Sent from my DROIDX using Tapatalk


----------



## legomaniac89 (Mar 16, 2008)

Initial planting is done and the first few fish are added. 5 _Nannostomus beckfordi_ and 5 _Otocinclus_. The rock on top of the driftwood is only there until the the wood decides to finally sink on it's own.










_Nannostomus beckfordi_. Not my best pic, but the ambient lighting kinda sucks, so I had to go with a high ISO and low shutter speed.










This tank fully cycled in a whopping 6 days. Believe it :icon_smil


----------



## speedie408 (Jan 15, 2009)

Great start bro. Now we wait for the storm. 

The calm is gonna be NICE. 

Those pencilfish... are they active? The ones I've seen are not too active and just float most of the time.


----------



## RipariumGuy (Aug 6, 2009)

sWeEt SeTuP aDaM! What type of rock is that? I really like the feel that it gives the tank.


----------



## legomaniac89 (Mar 16, 2008)

speedie408 said:


> Great start bro. Now we wait for the storm.
> 
> The calm is gonna be NICE.
> 
> Those pencilfish... are they active? The ones I've seen are not too active and just float most of the time.

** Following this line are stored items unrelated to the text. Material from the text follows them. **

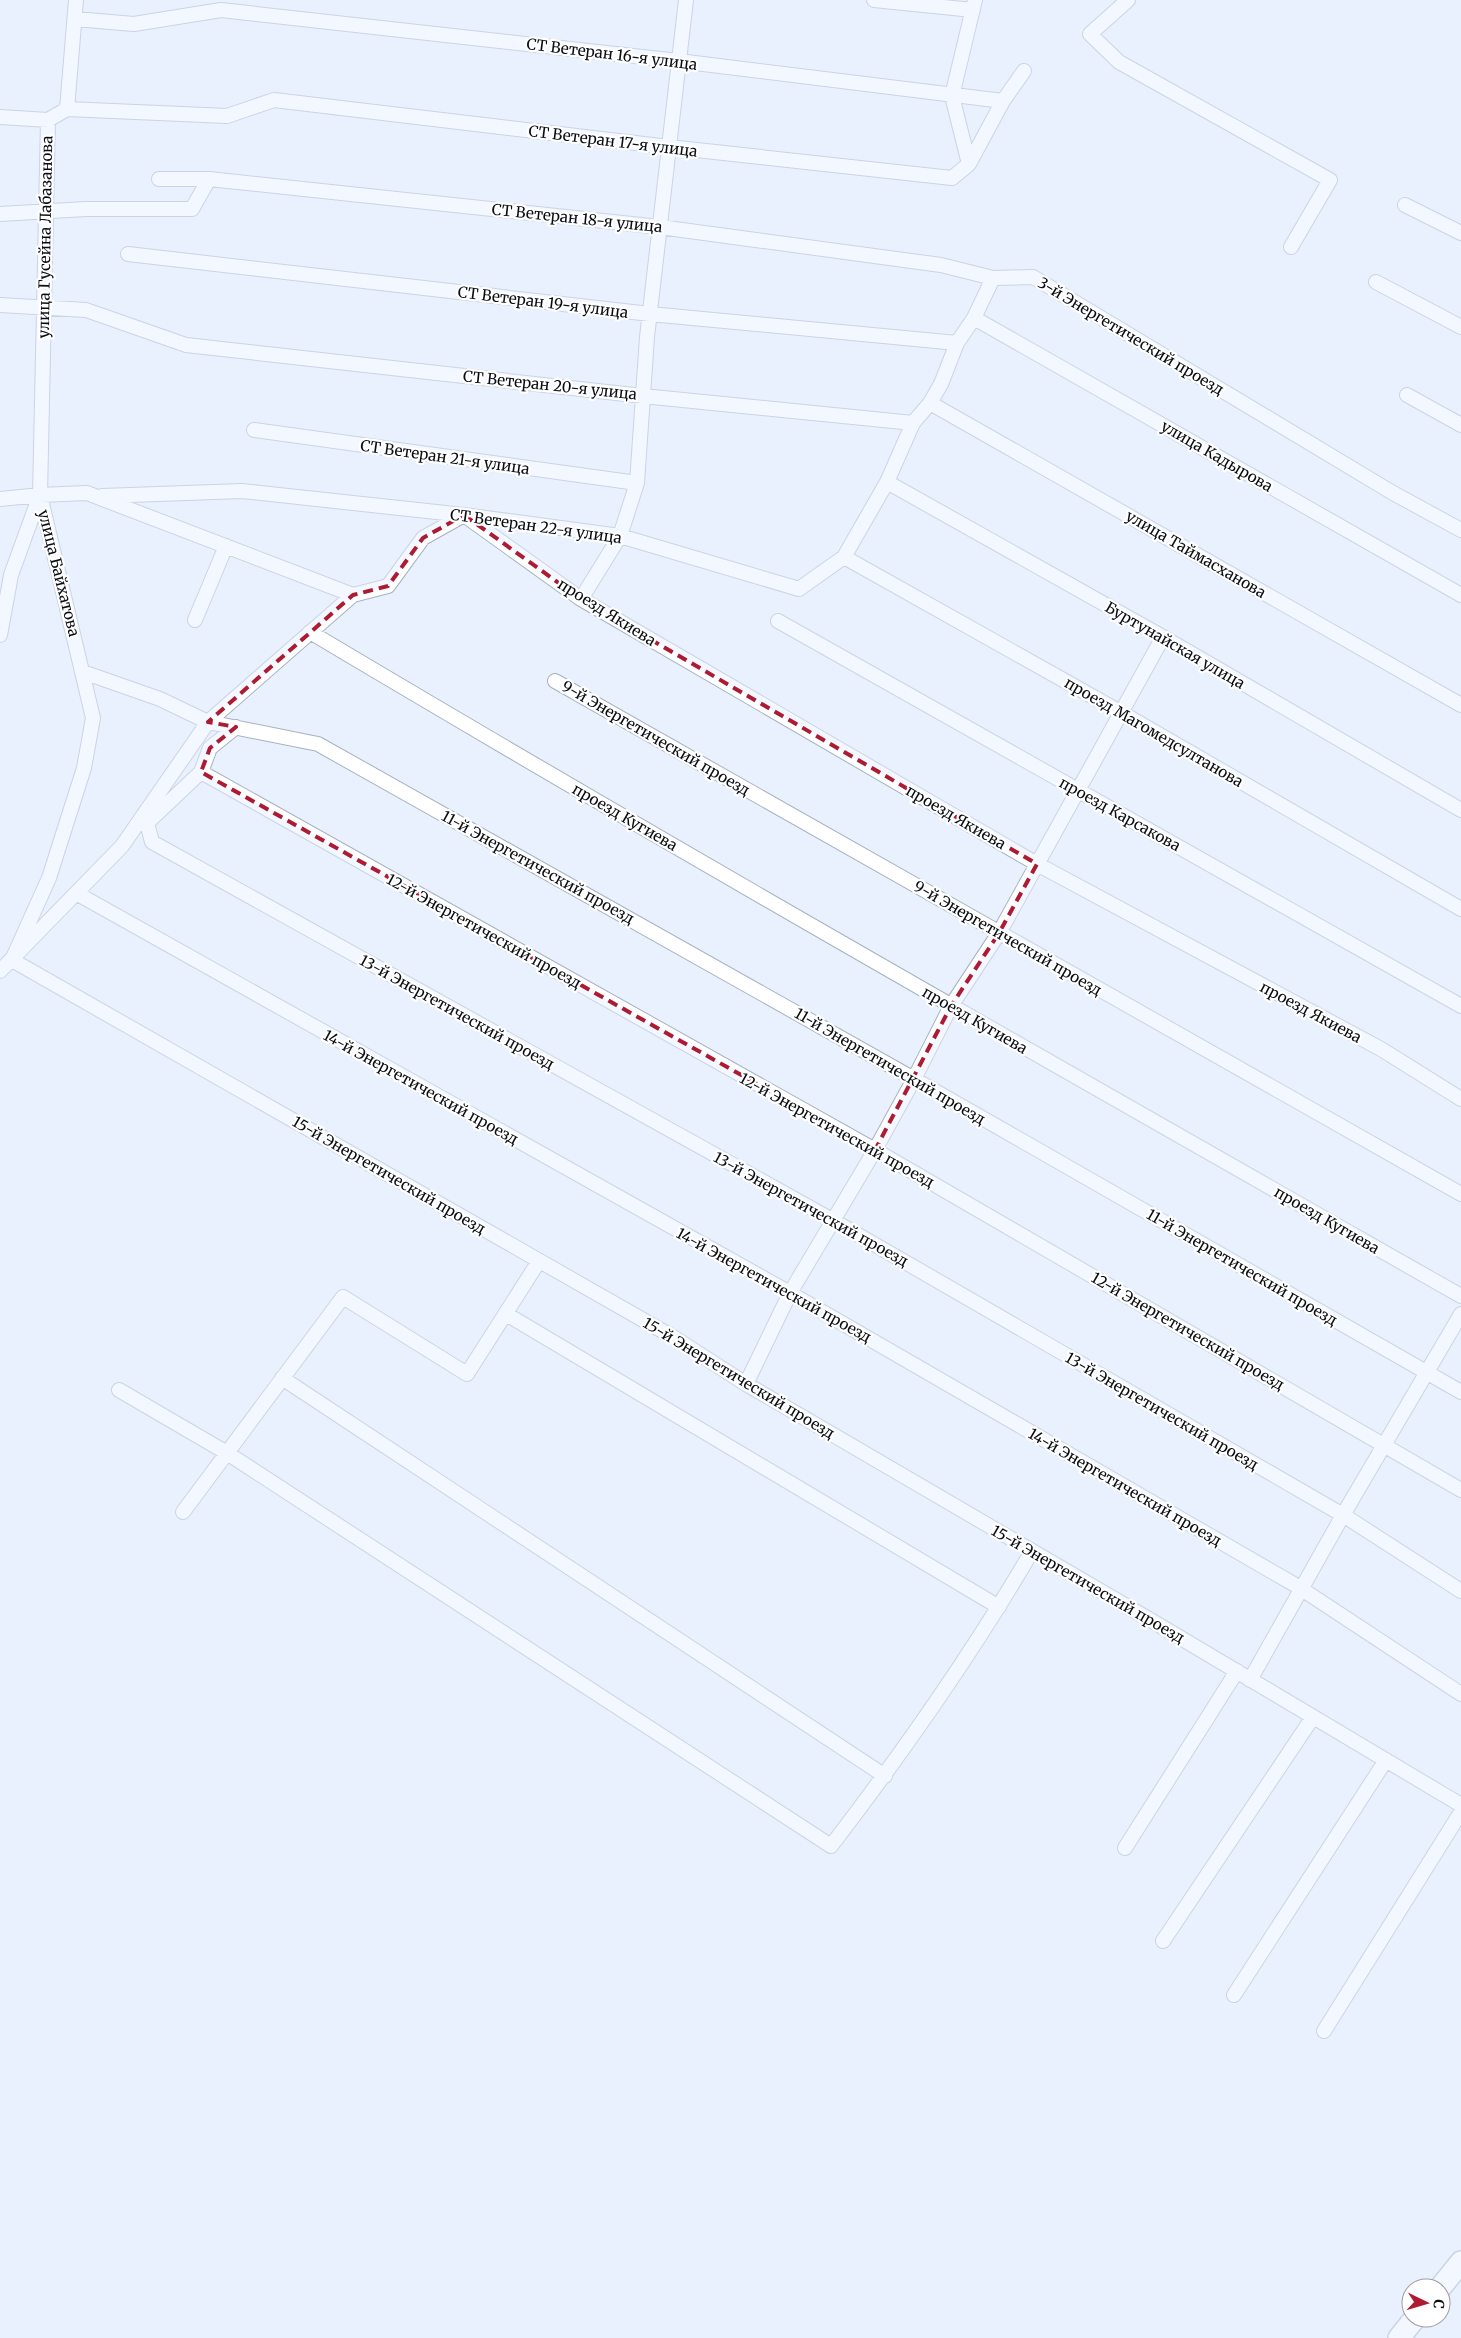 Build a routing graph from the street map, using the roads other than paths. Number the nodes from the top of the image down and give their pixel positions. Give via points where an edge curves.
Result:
1 (76, 0) edge
2 (686, 0) edge
3 (874, 0) edge
4 (1128, 0) edge
5 (974, 5) edge
6 (75, 19) junction
7 (679, 61) junction
8 (1024, 70) dead end
9 (952, 96) junction
10 (1003, 101) junction
11 (67, 109) junction
12 (0, 117) edge
13 (48, 120) junction
14 (669, 148) junction
15 (969, 164) junction
16 (159, 179) dead end
17 (209, 179) junction
18 (1405, 204) dead end
19 (45, 211) junction
20 (0, 214) edge
21 (660, 227) junction
22 (1461, 233) edge
23 (1291, 247) dead end
24 (128, 254) dead end
25 (993, 278) junction
26 (1376, 282) dead end
27 (0, 305) edge
28 (44, 308) junction
29 (650, 314) junction
30 (974, 318) junction
31 (1461, 327) edge
32 (958, 343) junction
33 (1407, 394) dead end
34 (643, 396) junction
35 (930, 403) junction
36 (914, 423) junction
37 (1461, 425) edge
38 (254, 430) dead end
39 (887, 482) junction
40 (637, 483) junction
41 (40, 495) junction
42 (95, 496) junction
43 (0, 499) edge
44 (464, 515) junction
45 (1461, 530) edge
46 (620, 536) junction
47 (226, 546) junction
48 (844, 557) junction
49 (353, 595) junction
50 (1461, 595) edge
51 (580, 599) junction
52 (195, 620) dead end
53 (778, 621) dead end
54 (310, 632) junction
55 (0, 635) edge
56 (1163, 638) junction
57 (83, 672) junction
58 (556, 681) dead end
59 (1461, 705) edge
60 (1122, 713) junction
61 (208, 722) junction
62 (236, 727) junction
63 (205, 774) junction
64 (1078, 790) junction
65 (1461, 810) edge
66 (147, 823) junction
67 (122, 846) junction
68 (1037, 864) junction
69 (76, 893) junction
70 (1461, 909) edge
71 (999, 933) junction
72 (12, 960) junction
73 (0, 971) edge
74 (951, 1006) junction
75 (1461, 1006) edge
76 (914, 1079) junction
77 (1461, 1099) edge
78 (875, 1150) junction
79 (1461, 1194) edge
80 (834, 1221) junction
81 (539, 1261) junction
82 (790, 1294) junction
83 (1461, 1296) edge
84 (506, 1314) junction
85 (1461, 1314) edge
86 (1427, 1372) junction
87 (282, 1378) junction
88 (746, 1384) junction
89 (119, 1390) dead end
90 (1461, 1392) edge
91 (1385, 1445) junction
92 (226, 1453) junction
93 (1461, 1490) edge
94 (182, 1512) dead end
95 (1343, 1515) junction
96 (1032, 1551) junction
97 (1302, 1589) junction
98 (1461, 1591) edge
99 (999, 1607) junction
100 (1237, 1671) junction
101 (1250, 1680) junction
102 (1461, 1694) edge
103 (1313, 1717) junction
104 (1386, 1760) junction
105 (884, 1776) junction
106 (1461, 1805) edge
107 (1461, 1812) edge
108 (1125, 1848) dead end
109 (1164, 1941) dead end
110 (1234, 1995) dead end
111 (1324, 2031) dead end
112 (1461, 2262) edge
113 (1448, 2278) edge
114 (1408, 2328) edge
115 (1399, 2338) edge

1 - 6 street
2 - 7 street
3 - 5 street
4 - 23 street via 1090,34 1119,62 1330,180
5 - 9 street
6 - 7 street, СТ Ветеран 16-я улица via 134,24 221,10
6 - 11 street
7 - 9 street, СТ Ветеран 16-я улица
7 - 14 street
8 - 10 street
9 - 10 street, СТ Ветеран 16-я улица
9 - 15 street
10 - 15 street
11 - 13 street, улица Гусейна Лабазанова
11 - 14 street, СТ Ветеран 17-я улица via 227,116 274,100
12 - 13 street
13 - 19 street, улица Гусейна Лабазанова
14 - 15 street, СТ Ветеран 17-я улица via 952,178
14 - 21 street
16 - 17 street, СТ Ветеран 18-я улица
17 - 19 street via 192,209
17 - 21 street, СТ Ветеран 18-я улица
18 - 22 street
19 - 20 street
19 - 28 street, улица Гусейна Лабазанова
21 - 25 street, СТ Ветеран 18-я улица via 941,265
21 - 29 street
24 - 29 street, СТ Ветеран 19-я улица
25 - 30 street
25 - 45 street, 3-й Энергетический проезд via 1033,278 1392,493
26 - 31 street
27 - 28 street, СТ Ветеран 20-я улица
28 - 34 street, СТ Ветеран 20-я улица via 86,310 186,344
28 - 41 street, улица Гусейна Лабазанова
29 - 32 street, СТ Ветеран 19-я улица
29 - 34 street
30 - 32 street
30 - 50 street, улица Кадырова
32 - 35 street
33 - 37 street
34 - 36 street, СТ Ветеран 20-я улица
34 - 40 street
35 - 36 street
35 - 59 street, улица Таймасханова
36 - 39 street
38 - 40 street, СТ Ветеран 21-я улица
39 - 48 street
39 - 56 street, Буртунайская улица
40 - 46 street
41 - 42 street, улица Байхатова via 87,493
41 - 43 street
41 - 55 street via 11,575
41 - 57 street, улица Байхатова
42 - 44 street, СТ Ветеран 22-я улица via 242,491
42 - 47 street, улица Байхатова
44 - 46 street, СТ Ветеран 22-я улица
44 - 49 street via 423,538 388,586
44 - 51 street, проезд Якиева
46 - 48 street, СТ Ветеран 22-я улица via 799,589
46 - 51 street
47 - 49 street, улица Байхатова
47 - 52 street
48 - 60 street, проезд Магомедсултанова
49 - 54 street
51 - 68 street, проезд Якиева
53 - 64 street, проезд Карсакова
54 - 61 street
54 - 74 street, проезд Кугиева
56 - 60 street
56 - 65 street, Буртунайская улица
57 - 61 street, 11-й Энергетический проезд via 160,699
57 - 72 street, улица Байхатова via 93,718 84,768 49,878
58 - 71 street, 9-й Энергетический проезд
60 - 64 street
60 - 70 street, проезд Магомедсултанова
61 - 62 street, 11-й Энергетический проезд
61 - 67 street
62 - 63 street via 210,748
62 - 76 street, 11-й Энергетический проезд via 318,744
63 - 66 street
63 - 78 street, 12-й Энергетический проезд
64 - 68 street
64 - 75 street, проезд Карсакова
66 - 67 street
66 - 80 street, 13-й Энергетический проезд via 152,842
67 - 69 street
68 - 71 street
68 - 77 street, проезд Якиева via 1381,1049
69 - 72 street
69 - 82 street, 14-й Энергетический проезд
71 - 74 street
71 - 79 street, 9-й Энергетический проезд
72 - 73 street
72 - 81 street, 15-й Энергетический проезд
74 - 76 street
74 - 83 street, проезд Кугиева
76 - 78 street
76 - 86 street, 11-й Энергетический проезд
78 - 80 street
78 - 91 street, 12-й Энергетический проезд
80 - 82 street
80 - 95 street, 13-й Энергетический проезд
81 - 84 street
81 - 88 street, 15-й Энергетический проезд via 673,1337
82 - 88 street
82 - 97 street, 14-й Энергетический проезд
84 - 87 street via 468,1374 343,1297
84 - 99 street
85 - 86 street
86 - 90 street, 11-й Энергетический проезд
86 - 91 street
87 - 92 street
87 - 105 street
88 - 96 street, 15-й Энергетический проезд
89 - 92 street
91 - 93 street, 12-й Энергетический проезд
91 - 95 street
92 - 94 street
92 - 105 street via 831,1846
95 - 97 street
95 - 98 street, 13-й Энергетический проезд
96 - 99 street
96 - 100 street, 15-й Энергетический проезд
97 - 101 street
97 - 102 street, 14-й Энергетический проезд
99 - 105 street
100 - 101 street, 15-й Энергетический проезд
100 - 108 street
101 - 103 street, 15-й Энергетический проезд
103 - 104 street, 15-й Энергетический проезд
103 - 109 street
104 - 106 street, 15-й Энергетический проезд
104 - 110 street
107 - 111 street
112 - 113 highway
114 - 115 highway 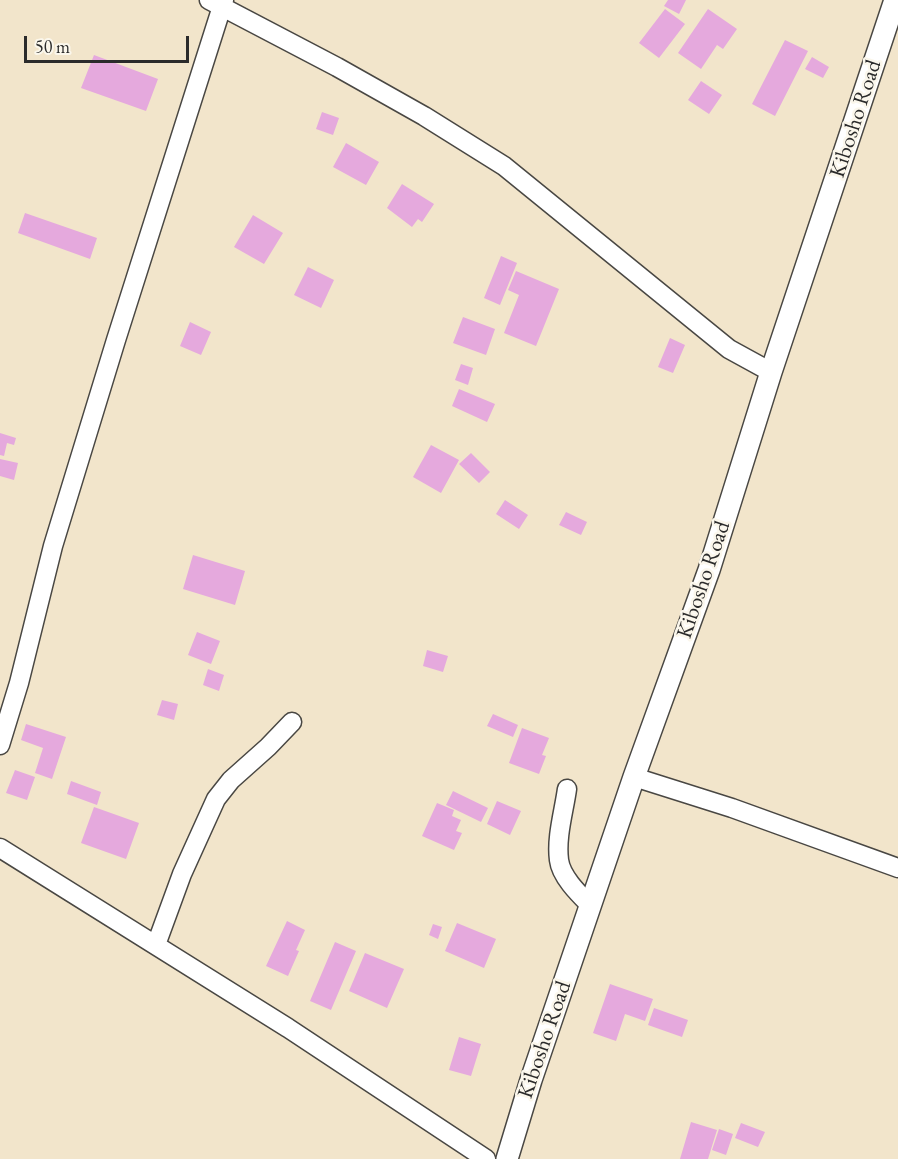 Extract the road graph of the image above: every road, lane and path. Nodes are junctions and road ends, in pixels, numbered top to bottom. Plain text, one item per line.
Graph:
1 (895, 0) edge
2 (218, 2) edge
3 (771, 372) junction
4 (292, 722) dead end
5 (0, 744) edge
6 (634, 777) junction
7 (567, 789) dead end
8 (0, 848) edge
9 (898, 868) edge
10 (591, 906) junction
11 (156, 945) junction
12 (486, 1159) edge
13 (507, 1159) edge

1 - 3 street, Kibosho Road
2 - 3 street
2 - 5 street
3 - 6 street, Kibosho Road
4 - 11 street
6 - 9 street
6 - 10 street, Kibosho Road
7 - 10 street
8 - 11 street
10 - 13 street, Kibosho Road
11 - 12 street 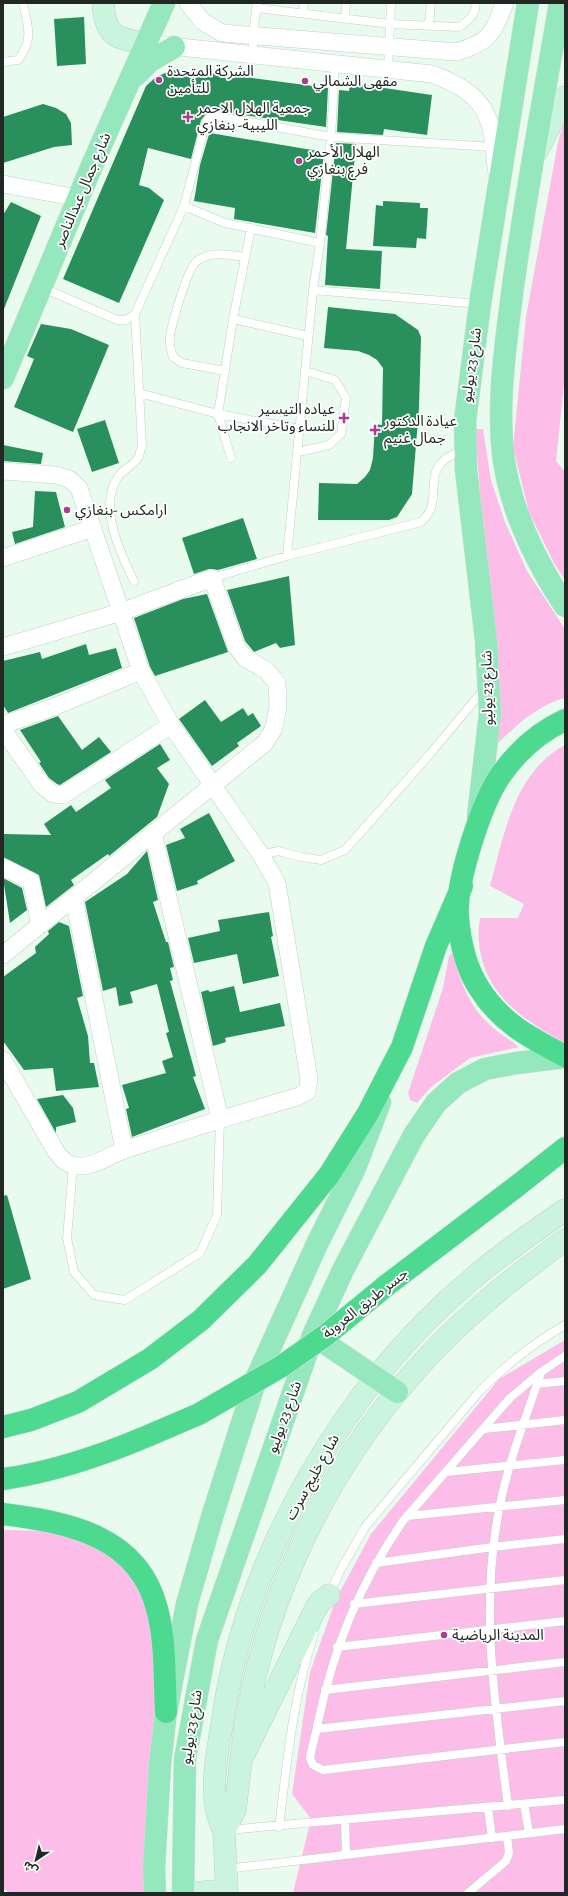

Thanks Nick! The pencils are fairly active. Not like Rummynose Tetras or anything, but they shoal from one end of the tank to the other quite a bit. The males display to each other almost constantly 



JakeJ said:


> sWeEt SeTuP aDaM! What type of rock is that? I really like the feel that it gives the tank.


Thanks Jake! I can't remember what rock it is. It's like lace rock, but it's not calcareous so it won't harden the water any more than it already is.


----------



## Svynx (Nov 8, 2010)

I'll be following this one as I am starting a 40 breeder as well. Substrate is in, just waiting for my plant order from Sweet Aquatics.


----------



## JCoxRocks (Mar 22, 2005)

legomaniac89 said:


> _Nannostomus beckfordi_. Not my best pic, but the ambient lighting kinda sucks, so I had to go with a high ISO and low shutter speed.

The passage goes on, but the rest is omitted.